# crazy alpine color help!



## Dreamchaser (Oct 30, 2008)

I need help discribing this young bucklings color. He was born white with a black dosal stripe, and dark grey legs. But he is changing color! He is getting more brown/tan instead of white, and I don't know where it will stop. So I haven't registered him yet.

What is this goat's color? I'm about to call him chameleon for his color discription!










This is what he looked like, but now he is more tan. It is not rutt that is changing his color. I will have to get a new photo to show you. It is really weird!


----------



## Breezy-Trail (Sep 16, 2011)

Is he in rutt? Most bucks and bucklings while in rutt turn a tan/brown color. It is kinda like a stain and doesn't wash out to easy I find out. During the summer they seem as white as ever.


----------



## RMADairyGoats (Jun 20, 2011)

Do you have a picture?


----------



## Dreamchaser (Oct 30, 2008)

I took this photo after I started noticing the color changing (a few months back). He is getting the more tan/brown mocha-looking color all over that is on his back in this photo. Under his hair is darker. His sister is a broken chamoise and is changing color too. Her white belly band is turning grey!


----------



## RMADairyGoats (Jun 20, 2011)

He looks like a cou blanc to me or a chamoisee. But what do I know  Is his sister colored anything like this?


----------



## Dreamchaser (Oct 30, 2008)

Yes, his sister is similar, but not. She is more brown, but if I were to shave her, she would probably be black under the hair. She's really weird-looking too! I am thinking he will be a two-toned chamoise. His mom's paperwork says white with broken dorsal stripes. I think she must have been born white as well, because she looks like him, but with brown now. I have some other photos of the mom when she was younger, and she has definately gotten darker. Chameleon goats, I'm telling ya!


----------



## Dreamchaser (Oct 30, 2008)

Here was the mom a few years ago, and then her now.


----------



## PznIvyFarm (Jul 25, 2010)

I am no help on the color descriptions (had to get help when i registered my own) but your goats momma is VERY pretty.


----------



## goathiker (Apr 14, 2011)

Mom is a broken Cou Clair and should have been registered as such as she looks like she always had the black rump.
The boy is Chamiose (spelling for male)
A two toned Chamoise has light forequarters and gray or brown rump.
The girl is fine with broken chamoisee as the second color doesn't have to be white just a different color.
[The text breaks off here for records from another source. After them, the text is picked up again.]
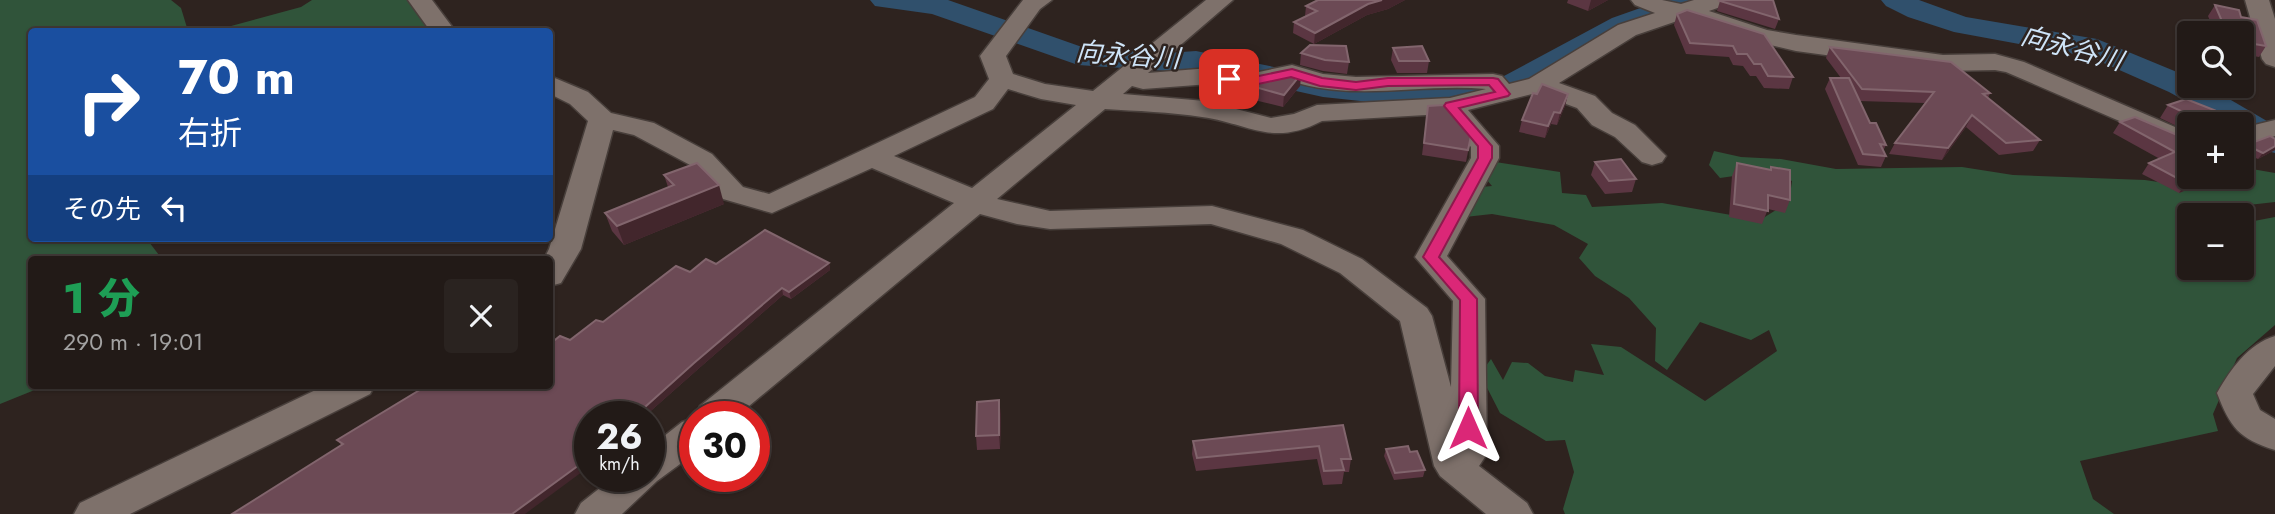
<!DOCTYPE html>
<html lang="ja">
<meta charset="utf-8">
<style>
:root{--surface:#221a17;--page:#2a2320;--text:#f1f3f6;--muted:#a2a1a1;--line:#3f3836}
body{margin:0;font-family:Jost,"Noto Sans JP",sans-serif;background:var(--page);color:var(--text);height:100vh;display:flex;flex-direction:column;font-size:26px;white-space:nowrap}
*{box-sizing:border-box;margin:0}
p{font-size:23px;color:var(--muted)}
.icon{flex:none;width:38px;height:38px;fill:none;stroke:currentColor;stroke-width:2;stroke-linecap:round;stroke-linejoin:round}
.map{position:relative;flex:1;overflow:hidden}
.sheet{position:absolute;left:28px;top:256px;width:525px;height:133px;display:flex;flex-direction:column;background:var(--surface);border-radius:7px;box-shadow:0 2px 5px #0004,0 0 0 2px var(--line)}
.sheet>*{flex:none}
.guide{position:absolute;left:28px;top:28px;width:525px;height:214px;border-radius:7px;box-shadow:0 2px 5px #0004,0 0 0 2px var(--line);background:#1a4fa0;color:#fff;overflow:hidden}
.tools{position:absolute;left:2177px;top:21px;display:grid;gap:14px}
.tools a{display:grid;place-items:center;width:77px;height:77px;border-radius:7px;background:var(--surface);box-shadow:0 2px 5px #0004,0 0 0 2px var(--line);font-size:35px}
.speed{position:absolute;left:574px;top:401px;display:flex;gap:14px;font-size:35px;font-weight:700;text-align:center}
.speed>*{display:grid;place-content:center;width:91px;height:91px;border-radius:50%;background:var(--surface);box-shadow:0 2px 5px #0004,0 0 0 2px var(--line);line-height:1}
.speed small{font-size:18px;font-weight:400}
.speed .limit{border:10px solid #d22;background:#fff;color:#111}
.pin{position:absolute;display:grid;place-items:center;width:60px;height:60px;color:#fff;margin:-30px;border-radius:14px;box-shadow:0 4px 10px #0006}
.me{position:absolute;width:77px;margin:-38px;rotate:0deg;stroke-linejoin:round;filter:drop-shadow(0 0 5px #0008)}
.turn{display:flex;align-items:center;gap:24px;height:147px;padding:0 35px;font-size:32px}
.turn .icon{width:91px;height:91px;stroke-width:2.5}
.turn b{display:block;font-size:49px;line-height:60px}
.then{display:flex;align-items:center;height:66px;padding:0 35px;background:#0003;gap:14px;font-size:26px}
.round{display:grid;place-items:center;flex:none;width:74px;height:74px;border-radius:7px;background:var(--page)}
.head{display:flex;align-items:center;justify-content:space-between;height:119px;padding:0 35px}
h1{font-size:42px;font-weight:800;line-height:52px;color:#1e9e55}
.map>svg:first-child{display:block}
.forest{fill:#30543a;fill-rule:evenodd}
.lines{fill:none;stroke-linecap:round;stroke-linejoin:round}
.river{fill:#30506c;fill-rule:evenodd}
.minor-casing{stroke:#483f3b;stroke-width:3}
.minor{fill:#7e716b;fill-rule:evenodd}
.wall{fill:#5b3642}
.shaded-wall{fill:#42262c}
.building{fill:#6c4a55;stroke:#82656d;stroke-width:2}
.route{fill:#db2777;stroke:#8e194d;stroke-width:2}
.labels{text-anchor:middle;stroke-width:5;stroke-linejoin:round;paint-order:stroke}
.water-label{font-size:26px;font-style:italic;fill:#cee4f8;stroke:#2e231f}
</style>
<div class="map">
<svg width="2275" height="514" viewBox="0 0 2275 514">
<rect width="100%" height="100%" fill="#2e231f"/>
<g class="forest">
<polygon points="0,0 171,0 181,8 188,31 32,32 32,238 146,238 162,259 32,259 32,385 47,385 0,404"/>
<polygon points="312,0 409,0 437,32 209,32 301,7"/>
<path d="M1714,151L1741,157L1781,159L1836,169L1962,167L2013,175L2145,180L2185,186L2222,177H2242V172L2252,169L2275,173V202L2231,207L2254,221L2275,217V325L2237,358L2213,414L2218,431L2080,461L2093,499L2114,514H1565L1563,509L1574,472L1565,440L1546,441L1500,413L1480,374L1491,359L1503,380L1512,362L1528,363L1545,376L1573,382L1575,370L1604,375L1591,344L1621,347L1705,401L1777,351L1769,330L1751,340L1700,322L1667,370L1655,361L1656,328L1629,298L1595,276L1579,258L1588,244L1554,225L1492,214L1456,218L1471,188L1492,186L1482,174L1489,161L1560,172L1562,193L1586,195L1592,207L1662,203L1760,220L1789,202L1792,181L1769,171L1720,178L1709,165ZM2189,215H2242V268H2189Z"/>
</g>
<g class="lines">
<g class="river">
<polygon points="870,0 948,0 1082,47 1167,53 1196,51 1323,77 1379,83 1444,82 1504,76 1612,18 1663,0 1706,0 1701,6 1634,30 1523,92 1444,102 1379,103 1323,97 1196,69 1167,71 1078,65 932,14 875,6"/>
<polygon points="1881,0 1919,0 1966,17 2097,39 2189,77 2189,86 2207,86 2272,124 2275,126 2275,153 2263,150 2242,134 2242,124 2227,124 2169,92 2090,57 1954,32 1908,17 1886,6"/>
</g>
<defs>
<g id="minor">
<polygon points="408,0 432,0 456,32 431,32"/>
<path d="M1023,0H1052L1040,9L1006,56L1013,74L1045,84L1093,91L1206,0H1233L1148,73L1210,68L1249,74L1292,65L1323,74L1356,77L1493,74L1502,76L1509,84L1529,79L1618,25L1655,13L1635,5L1631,0H1662L1681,4L1694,0H1730L1726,5L1709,11L1767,30L1796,35L1943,55L1995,54L2024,62L2189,133V151L2006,72L1995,70L1943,71L1796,51L1753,41L1683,19L1636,35L1559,83L1595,96L1612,113L1635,125L1666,156L1662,162L1652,165L1642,162L1615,137L1592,125L1577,108L1536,93L1468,110L1499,146V158L1447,256L1485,299L1487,454L1479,466L1527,503L1533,514H1486L1440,476L1434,466L1400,321L1340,273L1281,244L1211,224L1050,229L1017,224L980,214L737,416H695L700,406L954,203L872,168L772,213L723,199L692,166L634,135L613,130L581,249L561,283L550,286V259H544L549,249L588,121L570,104L550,94V76L588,92L611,113L654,123L712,154L743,187L769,194L975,97L989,79L980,56ZM1291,81C1355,102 1420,83 1486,89L1450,98L1317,105L1294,114L1271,118L1205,101L1123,94L1132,86L1143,89L1210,84L1249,90ZM1008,89L1041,99L1076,105L972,188L894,156L993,109ZM1105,109C1137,111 1170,112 1202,117C1251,124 1272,147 1322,121L1443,114L1471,147V158L1415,257L1453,301L1451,387L1432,316L1427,308L1362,259L1303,230L1212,206L1050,211L997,199Z"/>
<polygon points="2245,0 2269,0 2275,19 2275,67 2266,64 2262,59"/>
<polygon points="2275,120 2275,136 2242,149 2242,128"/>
<path d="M2275,336V366L2253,394L2260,410L2275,419V450C2239,439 2230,427 2217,393C2231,369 2248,344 2275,336Z"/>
<polygon points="326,385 375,385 370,394 130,514 74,514 80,503"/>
<polygon points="695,418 695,453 657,481 622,514 575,514 581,503 615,476 649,476 649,448 682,422"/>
</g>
</defs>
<use href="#minor" class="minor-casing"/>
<use href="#minor" class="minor"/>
</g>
<g class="wall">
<polygon points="1318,0 1405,0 1388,9 1367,15 1314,44 1293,33 1294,22 1305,16 1306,6"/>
<polygon points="1568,0 1608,0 1588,11 1567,3"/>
<polygon points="1720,1 1779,19 1775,29 1717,11"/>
<polygon points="2215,5 2241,17 2266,46 2259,57 2242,54 2242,33 2215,33 2208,16"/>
<polygon points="1677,14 1793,77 1789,89 1764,88 1756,76 1750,76 1743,66 1733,65 1729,57 1686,54 1674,25"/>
<polygon points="1830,47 1990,93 1988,98 2040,140 2033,151 1999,155 1966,127 1942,160 1889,154 1895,143 1925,103 1859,101 1870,123 1886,145 1883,151 1886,156 1881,167 1858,165 1825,89 1830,78 1841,78 1826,58"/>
<polygon points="1393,48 1429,61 1427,73 1397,73 1391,60"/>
<polygon points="1301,53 1349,62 1347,74 1323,71 1300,65"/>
<polygon points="1301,74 1300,86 1283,107 1254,100 1255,87"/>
<polygon points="1537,94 1568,94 1565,106 1557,125 1551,124 1545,138 1519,132 1522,120"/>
<polygon points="2168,105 2205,122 2203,124 2189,124 2189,132 2160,118"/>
<polygon points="1428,106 1471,136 1466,162 1422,155"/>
<polygon points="2120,122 2189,140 2189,177 2210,177 2208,181 2179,193 2142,174 2149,163 2160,159 2113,133"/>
<polygon points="2275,139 2275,150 2258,159 2242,152 2246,145"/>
<polygon points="1595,162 1636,179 1632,192 1605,194 1591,175"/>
<polygon points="1737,163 1770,170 1771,167 1790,200 1785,213 1768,209 1762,224 1729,217 1732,176"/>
<polygon points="664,175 724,204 624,245 612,231 605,213 668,187"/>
<polygon points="829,263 830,270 791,299 783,295 697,370 645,416 590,416 341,445 337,440 437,389 493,388 570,340 690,272 716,264"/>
<polygon points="1001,414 1000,449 977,450 976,436"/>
<polygon points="1343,425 1351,459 1349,472 1344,472 1342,484 1323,485 1317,459 1196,471 1192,454 1193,441"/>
<polygon points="1386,449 1410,452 1425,470 1423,477 1394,480 1384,456"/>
</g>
<g class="shaded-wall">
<polygon points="1382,0 1405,0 1388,9 1367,15 1314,44 1315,33 1368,4"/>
<polygon points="1591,0 1608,0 1588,11"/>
<polygon points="1301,74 1300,86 1283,107 1284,95"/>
<polygon points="1568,94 1565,106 1557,125 1560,113"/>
<polygon points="2214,110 2205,122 2203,124 2197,124 2200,120"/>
<polygon points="1554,112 1551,124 1545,138 1548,126"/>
<polygon points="1972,115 1966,127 1942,160 1948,148"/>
<polygon points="2275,146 2275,150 2258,159 2263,153"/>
<polygon points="2200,177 2210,177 2208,181 2179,193 2186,183"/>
<polygon points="719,185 724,204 624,245 617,226"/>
<polygon points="829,263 830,270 791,299 789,292"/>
<polygon points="782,288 783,295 697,370 645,416 635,416 694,363"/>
<polygon points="999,400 1001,414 1000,449 999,435"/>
<polygon points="590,457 590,466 525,514 512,514"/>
</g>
<g class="building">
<polygon points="1318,0 1382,0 1368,4 1315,33 1294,22 1317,11 1306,6"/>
<polygon points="1723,0 1773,0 1779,19 1720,1"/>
<polygon points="2215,5 2239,10 2241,17 2257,20 2266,46 2242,42 2242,33 2227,33"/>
<polygon points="1687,10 1764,34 1793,77 1768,76 1761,64 1754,64 1747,54 1737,54 1733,46 1690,43 1677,14"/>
<polygon points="1310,45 1346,46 1349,62 1325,60 1301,53"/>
<polygon points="1422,46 1429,61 1399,61 1393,48"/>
<polygon points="1830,47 1951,62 1990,93 1983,94 2040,140 2006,143 1972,115 1948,148 1895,143 1934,92 1862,89"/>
<polygon points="1292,71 1301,74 1284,95 1255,87 1263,78"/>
<polygon points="1830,78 1849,78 1870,123 1876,123 1886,145 1880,144 1886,156 1863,154"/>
<polygon points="1542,84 1568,94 1560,113 1554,112 1548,126 1522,120 1533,93 1537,94"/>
<polygon points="2186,99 2214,110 2200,120 2168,105"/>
<polygon points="1444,105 1471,136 1468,150 1424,143 1428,106"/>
<polygon points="2135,117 2189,140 2189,177 2200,177 2186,183 2149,163 2175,152 2120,122"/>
<polygon points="2270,136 2275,139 2275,146 2263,153 2246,145"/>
<polygon points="1621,159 1636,179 1609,181 1595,162"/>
<polygon points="697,163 719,185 617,226 605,213 674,185 664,175"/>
<polygon points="1737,163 1771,170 1771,167 1790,170 1790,200 1768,195 1768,211 1734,204"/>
<polygon points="765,230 829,263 789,292 782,288 694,363 635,416 590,416 590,457 512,514 232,514 343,444 337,440 428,385 431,385 437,389 443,385 489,385 493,388 497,385 550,385 550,344 560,336 570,340 596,320 603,322 676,266 690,272 706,259 716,264"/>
<polygon points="999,400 999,435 976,436 977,402"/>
<polygon points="1343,425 1351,459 1341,459 1344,470 1324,471 1319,446 1197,458 1193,441"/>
<polygon points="1408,446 1410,452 1417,451 1425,470 1395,473 1386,449"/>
</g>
<polygon class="route" points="1292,69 1322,78 1356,82 1388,78 1493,78 1498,79 1510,94 1508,96 1459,108 1492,146 1492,158 1439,257 1477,299 1478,428 1475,433 1462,433 1459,428 1460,300 1423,257 1478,158 1478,146 1444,106 1446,103 1495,92 1489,85 1388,86 1356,90 1320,86 1291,77 1249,86 1225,82 1223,79 1229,75 1249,78"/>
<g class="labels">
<g class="water-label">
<text transform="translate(2072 48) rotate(15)" y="9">向永谷川</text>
<text transform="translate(1128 55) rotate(4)" y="9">向永谷川</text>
</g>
</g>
</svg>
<div class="tools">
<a><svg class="icon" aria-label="search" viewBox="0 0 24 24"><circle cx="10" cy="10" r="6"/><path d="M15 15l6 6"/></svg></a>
<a>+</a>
<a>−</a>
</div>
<div class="speed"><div>26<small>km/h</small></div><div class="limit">30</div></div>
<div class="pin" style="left:1229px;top:79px;background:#d93025"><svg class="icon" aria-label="arrive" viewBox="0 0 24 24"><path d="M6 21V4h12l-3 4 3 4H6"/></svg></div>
<svg class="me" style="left:1468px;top:428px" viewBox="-20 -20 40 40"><path d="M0-17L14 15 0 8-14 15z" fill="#db2777" stroke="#fff" stroke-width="4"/></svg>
<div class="guide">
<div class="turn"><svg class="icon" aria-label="right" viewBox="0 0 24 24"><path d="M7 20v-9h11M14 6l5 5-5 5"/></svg><div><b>70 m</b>右折</div></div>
<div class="then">その先<svg class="icon" aria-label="left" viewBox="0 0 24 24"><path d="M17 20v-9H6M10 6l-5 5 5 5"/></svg></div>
</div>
<section class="sheet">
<div class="head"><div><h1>1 分</h1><p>290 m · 19:01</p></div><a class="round"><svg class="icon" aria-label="close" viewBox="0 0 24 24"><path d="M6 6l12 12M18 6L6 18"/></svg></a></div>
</section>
</div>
This color change is fairly common in Alpines, same as in Appaloosa horses. 
Once you've raised a few from your bloodlines, you'll know what color they will turn out.


----------



## JessaLynn (Aug 30, 2009)

Yep I agree with goathiker.I was gonna say chamiose.We had 2 born this year that was the same as yours


----------



## StaceyRosado (Oct 5, 2007)

your boy is cou clair just like his mom 

I had a doeling born who is cou clair but its taken months for the color pattern to show up. Darker hind quarters and lighter front with a dorsal stripe and facial markings.


----------



## JackMilliken (Jul 29, 2011)

I agree with Stacey it is Cou Clair. I have had the same thing happen with pretty much all of my goat kids, here are some pics for example.


----------



## JackMilliken (Jul 29, 2011)

Daisy in my pictures is Cou Blanc and Cocoa is Cou Clair.


----------



## goathiker (Apr 14, 2011)

Umm, Cou Clair is black rump...not darker Black


----------



## DavyHollow (Jul 14, 2011)

I agree with goathiker. Cou clair's have a more distinct color split. Chamoisees have distinctive dorsal stripes and leg markings. Cou clair/blanc is reserved for animals with black hindquarters. otherwise its a chamoisee or one of the other broken/two-toned/pied/sungau options. My best description matches goathiker, though I would have called mom a broken chamoisee, because the colors are distinctive and don't blend to each other like cous do.
Thats just my opinion of course


----------



## Dotty246 (Sep 26, 2011)

We have had several kids this color! They just seem to keep poping up in our lines :scratch: . It is a two-tone chamoise. Here is the definition of the color: "light front quarters with brown or gray hindquarters. This is not a cou blanc or cou clair as these terms are reserved for animals with black hindquarters. "
Happy Holidays!


----------



## JackMilliken (Jul 29, 2011)

Oh, okay.


----------



## Dreamchaser (Oct 30, 2008)

After much research and talking to fellow alpine breeders I am going to go with two-toned chamoise. He is white with black/grey legs and dorsal stripe and looks like his back end will eventually be brown.


----------



## Dreamchaser (Oct 30, 2008)

Here are some other two-toned Chamoisee (i guess has an extra "e"?)

http://www.jamul4h.org/DairyGoatProject.html (all the way at the bottom)

http://deerpathgoats.com/for sale.htm (at the top)

There were other ones, but now I can't find them!


----------



## peggy (Aug 11, 2010)

Looks about right to me. Either way he is a handsome dude.


----------



## JackMilliken (Jul 29, 2011)

Oh okay, I thought he was going to turn out like my doeling that I posted pics of on the last page. but now with this more recent pic, I would say two-toned Chamoise also.


----------